Lì affiorano e vengono ricomposti in un programma i fili molteplici che devono essere tenuti insieme per comporre il "meta-testo" che regge il monumentale "testo" storico della vicenda teologico-letteraria di quei secoli. Pensiamo, tanto per esemplificare, alla formazione della stessa base neotestamentaria su cui si edificherà l'architettura teorica successiva, una formazione che comprende anche la "cristianizzazione" della Bibbia ebraica. Pensiamo al contrappunto tra Scrittura, Tradizione, tradizioni e teologia o alla dialettica fra ortodossia ed eresia o al confronto con la cultura classica che condusse a una sorta di "ellenizzazione" e di "filosofizzazione" del cristianesimo, con esiti molto originali che, però, non riuscirono a spezzare il legame indissolubile con l'esegesi biblica. Pensiamo, infine, all'evento capitale dei vari concili e sinodi locali ed ecumenici, punti fermi in un ondeggiare maestoso e impetuoso di tesi teologiche.
Nella lista degli autori maggiori a cui sopra accennavamo è assente Minucio Felice, un personaggio forse minore, ma la cui opera Octavius, composta tra la fine del II e gli inizi del III secolo, ebbe una fama straordinaria, da vero best-seller al pari delle Confessioni di Agostino. Dell'autore, un causidicus, cioè un avvocato pagano convertito di provenienza africana, si sa ben poco. Il suo scritto, per altro affascinante, articolato in 40 capitoli, è un racconto-dialogo di natura apologetica fra tre protagonisti: l'autore, il cristiano Ottavio e il pagano Cecilio. Minucio dovrebbe fungere da arbitro in questa diatriba molto vivace che approda al trionfo del cristianesimo, tant'è vero che alla fine sulla spiaggia del mare di Ostia, ove i tre passeggiano e discutono durante le ferie autunnali, i cristiani sono diventati tre!

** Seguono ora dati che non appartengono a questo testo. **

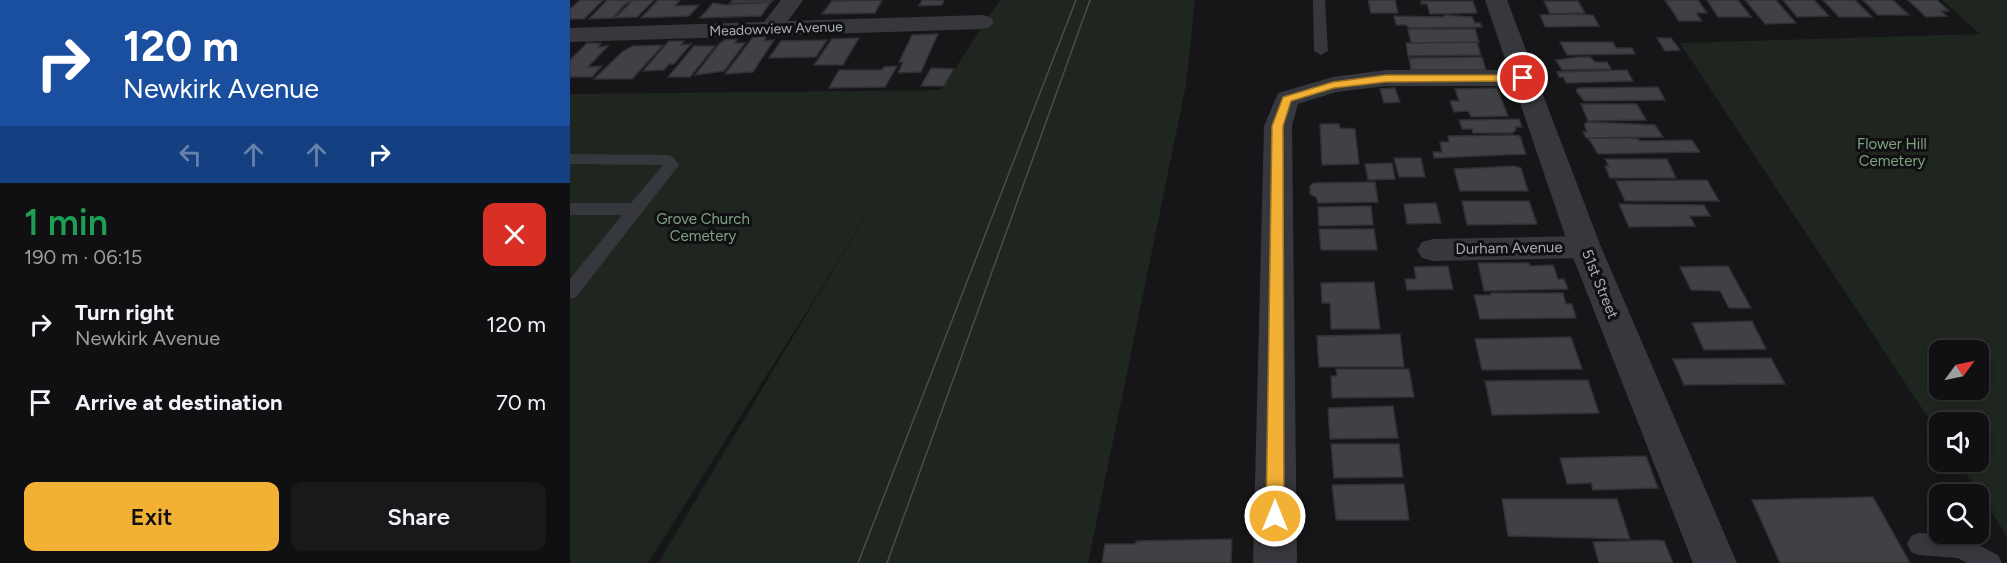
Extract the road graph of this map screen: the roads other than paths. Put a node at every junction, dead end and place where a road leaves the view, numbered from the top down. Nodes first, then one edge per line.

Ora, all'Octavius, curato da Mario Spinelli – inserito nella coraggiosa iniziativa dell'editrice Città Nuova di allestire una collana critica, con testo a fronte, degli "Scrittori cristiani dell'Africa romana" – viene accostata nel volume anche un'emozionante serie di Atti e Passioni dei martiri africani, testi mirabili sospesi tra storia e leggenda, ma sbocciati sul terreno insanguinato di quelle Chiese. Sono 11 racconti tra i quali brillano il secco interrogatorio dei cristiani di Scili in Numidia, uccisi il 17 luglio 180 a Cartagine; quel gioiello che è la Passione di Perpetua e Felicita, una matrona ventiduenne e la sua serva, a cui alluderà Testori nella sua Passio Letitiae et Felicitatis (1975), e gli Atti di Cipriano che hanno per protagonista uno dei maggiori Padri della Chiesa, vescovo di Cartagine, decapitato nella sua città il 14 settembre 258. Il tributo di sangue della cristianità è costante nei secoli ed ebbe in Africa – come lo ha ancor oggi in Nigeria – un'espressione alta e luminosa.